Directions:
Could you filter the records below and keep only the lines with the word "screen"?

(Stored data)
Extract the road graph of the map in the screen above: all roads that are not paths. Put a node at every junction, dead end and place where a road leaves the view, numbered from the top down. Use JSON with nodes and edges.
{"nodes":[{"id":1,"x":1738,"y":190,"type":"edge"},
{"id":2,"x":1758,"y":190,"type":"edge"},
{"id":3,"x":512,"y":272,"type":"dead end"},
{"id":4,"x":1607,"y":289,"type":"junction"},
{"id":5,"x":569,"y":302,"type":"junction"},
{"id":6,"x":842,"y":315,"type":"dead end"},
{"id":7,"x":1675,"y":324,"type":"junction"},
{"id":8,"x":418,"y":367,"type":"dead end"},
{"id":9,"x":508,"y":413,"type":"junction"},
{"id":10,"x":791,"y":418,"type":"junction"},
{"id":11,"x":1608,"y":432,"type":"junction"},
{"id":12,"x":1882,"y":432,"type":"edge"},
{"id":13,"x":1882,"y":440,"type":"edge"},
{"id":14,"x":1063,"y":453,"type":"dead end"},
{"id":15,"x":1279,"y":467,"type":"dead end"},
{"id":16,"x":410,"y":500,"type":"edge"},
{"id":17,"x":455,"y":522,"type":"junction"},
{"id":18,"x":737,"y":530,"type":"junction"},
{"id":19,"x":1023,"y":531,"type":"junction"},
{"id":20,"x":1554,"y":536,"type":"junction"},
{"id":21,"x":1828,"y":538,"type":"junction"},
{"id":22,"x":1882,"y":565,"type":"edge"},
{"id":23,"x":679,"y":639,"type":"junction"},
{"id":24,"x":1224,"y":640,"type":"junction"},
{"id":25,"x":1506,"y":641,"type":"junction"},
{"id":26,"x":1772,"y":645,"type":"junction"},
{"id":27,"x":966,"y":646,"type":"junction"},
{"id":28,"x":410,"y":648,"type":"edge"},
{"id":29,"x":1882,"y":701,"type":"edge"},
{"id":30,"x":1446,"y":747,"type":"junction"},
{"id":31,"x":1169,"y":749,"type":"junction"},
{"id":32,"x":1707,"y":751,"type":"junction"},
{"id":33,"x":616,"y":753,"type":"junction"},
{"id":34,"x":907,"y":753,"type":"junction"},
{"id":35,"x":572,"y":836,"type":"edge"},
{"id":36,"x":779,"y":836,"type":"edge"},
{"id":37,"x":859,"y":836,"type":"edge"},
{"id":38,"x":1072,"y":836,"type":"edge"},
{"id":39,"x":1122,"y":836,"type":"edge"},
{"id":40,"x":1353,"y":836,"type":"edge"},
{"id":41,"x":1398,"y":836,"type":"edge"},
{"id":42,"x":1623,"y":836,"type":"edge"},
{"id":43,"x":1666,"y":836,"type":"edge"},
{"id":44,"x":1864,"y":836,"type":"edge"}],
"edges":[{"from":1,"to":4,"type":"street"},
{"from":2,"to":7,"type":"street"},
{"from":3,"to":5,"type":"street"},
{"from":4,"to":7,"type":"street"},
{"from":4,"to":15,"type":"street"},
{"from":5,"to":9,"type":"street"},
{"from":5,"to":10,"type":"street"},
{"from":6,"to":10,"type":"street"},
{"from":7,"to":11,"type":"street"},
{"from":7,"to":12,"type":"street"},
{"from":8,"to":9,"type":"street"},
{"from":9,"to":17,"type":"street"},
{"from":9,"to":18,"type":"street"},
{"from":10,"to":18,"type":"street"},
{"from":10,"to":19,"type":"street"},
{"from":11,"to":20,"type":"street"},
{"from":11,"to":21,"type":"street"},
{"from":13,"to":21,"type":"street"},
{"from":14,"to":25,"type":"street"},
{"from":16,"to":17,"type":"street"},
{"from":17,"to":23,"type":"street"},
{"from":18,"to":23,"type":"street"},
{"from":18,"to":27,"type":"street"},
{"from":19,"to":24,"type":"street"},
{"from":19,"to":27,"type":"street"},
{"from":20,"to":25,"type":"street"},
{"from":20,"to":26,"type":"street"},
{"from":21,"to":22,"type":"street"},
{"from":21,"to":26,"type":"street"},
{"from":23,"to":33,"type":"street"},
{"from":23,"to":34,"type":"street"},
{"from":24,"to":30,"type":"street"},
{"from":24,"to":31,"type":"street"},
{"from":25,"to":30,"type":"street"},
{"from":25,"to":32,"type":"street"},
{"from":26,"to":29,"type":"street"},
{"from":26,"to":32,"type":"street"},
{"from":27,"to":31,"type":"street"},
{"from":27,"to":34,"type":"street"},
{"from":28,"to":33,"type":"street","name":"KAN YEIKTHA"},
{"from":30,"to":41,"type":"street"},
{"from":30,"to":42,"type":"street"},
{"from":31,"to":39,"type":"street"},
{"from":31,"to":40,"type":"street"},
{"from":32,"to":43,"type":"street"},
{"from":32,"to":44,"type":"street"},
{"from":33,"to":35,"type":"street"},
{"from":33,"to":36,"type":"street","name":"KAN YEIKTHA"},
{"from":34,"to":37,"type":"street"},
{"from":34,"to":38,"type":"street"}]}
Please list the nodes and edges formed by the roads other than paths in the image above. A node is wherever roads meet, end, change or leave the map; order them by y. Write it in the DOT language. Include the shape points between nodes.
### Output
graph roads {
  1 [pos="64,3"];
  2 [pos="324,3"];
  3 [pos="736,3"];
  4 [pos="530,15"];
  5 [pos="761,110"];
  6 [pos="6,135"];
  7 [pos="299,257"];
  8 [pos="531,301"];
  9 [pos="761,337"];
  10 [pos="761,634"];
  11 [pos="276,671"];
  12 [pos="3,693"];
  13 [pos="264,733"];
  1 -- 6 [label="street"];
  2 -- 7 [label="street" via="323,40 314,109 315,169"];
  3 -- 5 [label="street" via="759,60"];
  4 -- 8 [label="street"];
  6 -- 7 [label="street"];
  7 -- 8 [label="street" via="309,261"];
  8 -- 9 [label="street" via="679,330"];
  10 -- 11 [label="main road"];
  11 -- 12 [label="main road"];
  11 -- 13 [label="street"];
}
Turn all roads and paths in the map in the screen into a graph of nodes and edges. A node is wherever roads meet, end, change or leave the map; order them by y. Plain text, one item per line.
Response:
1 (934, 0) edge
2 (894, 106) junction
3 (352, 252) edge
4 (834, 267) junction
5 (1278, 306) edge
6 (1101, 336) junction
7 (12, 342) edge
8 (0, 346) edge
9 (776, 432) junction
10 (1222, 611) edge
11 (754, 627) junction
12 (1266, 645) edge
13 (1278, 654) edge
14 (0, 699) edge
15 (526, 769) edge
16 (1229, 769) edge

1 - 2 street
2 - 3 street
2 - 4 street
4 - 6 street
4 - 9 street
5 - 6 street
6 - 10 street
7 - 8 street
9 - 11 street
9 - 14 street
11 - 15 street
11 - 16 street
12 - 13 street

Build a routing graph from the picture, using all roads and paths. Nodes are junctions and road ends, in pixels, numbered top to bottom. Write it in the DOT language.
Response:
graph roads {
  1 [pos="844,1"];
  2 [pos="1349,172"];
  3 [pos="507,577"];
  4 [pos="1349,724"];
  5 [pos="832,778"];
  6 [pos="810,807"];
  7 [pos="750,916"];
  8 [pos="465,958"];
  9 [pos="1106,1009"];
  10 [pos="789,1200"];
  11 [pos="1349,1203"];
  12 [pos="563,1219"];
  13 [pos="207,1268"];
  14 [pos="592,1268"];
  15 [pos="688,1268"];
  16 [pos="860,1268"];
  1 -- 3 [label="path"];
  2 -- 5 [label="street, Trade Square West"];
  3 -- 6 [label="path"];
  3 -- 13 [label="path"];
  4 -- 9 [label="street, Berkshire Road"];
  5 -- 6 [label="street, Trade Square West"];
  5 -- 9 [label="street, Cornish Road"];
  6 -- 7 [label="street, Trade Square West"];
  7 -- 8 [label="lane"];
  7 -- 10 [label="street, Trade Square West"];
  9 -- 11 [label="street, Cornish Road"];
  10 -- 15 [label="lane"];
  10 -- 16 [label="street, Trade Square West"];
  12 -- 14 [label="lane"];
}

Answer to this task:
Extract the road graph of the map in the screen above: all roads that are not paths. Put a node at every junction, dead end and place where a road leaves the view, numbered from the top down. Use JSON with nodes and edges.
Turn all roads and paths in the map in the screen into a graph of nodes and edges. A node is wherever roads meet, end, change or leave the map; order them by y. Plain text, one item per line.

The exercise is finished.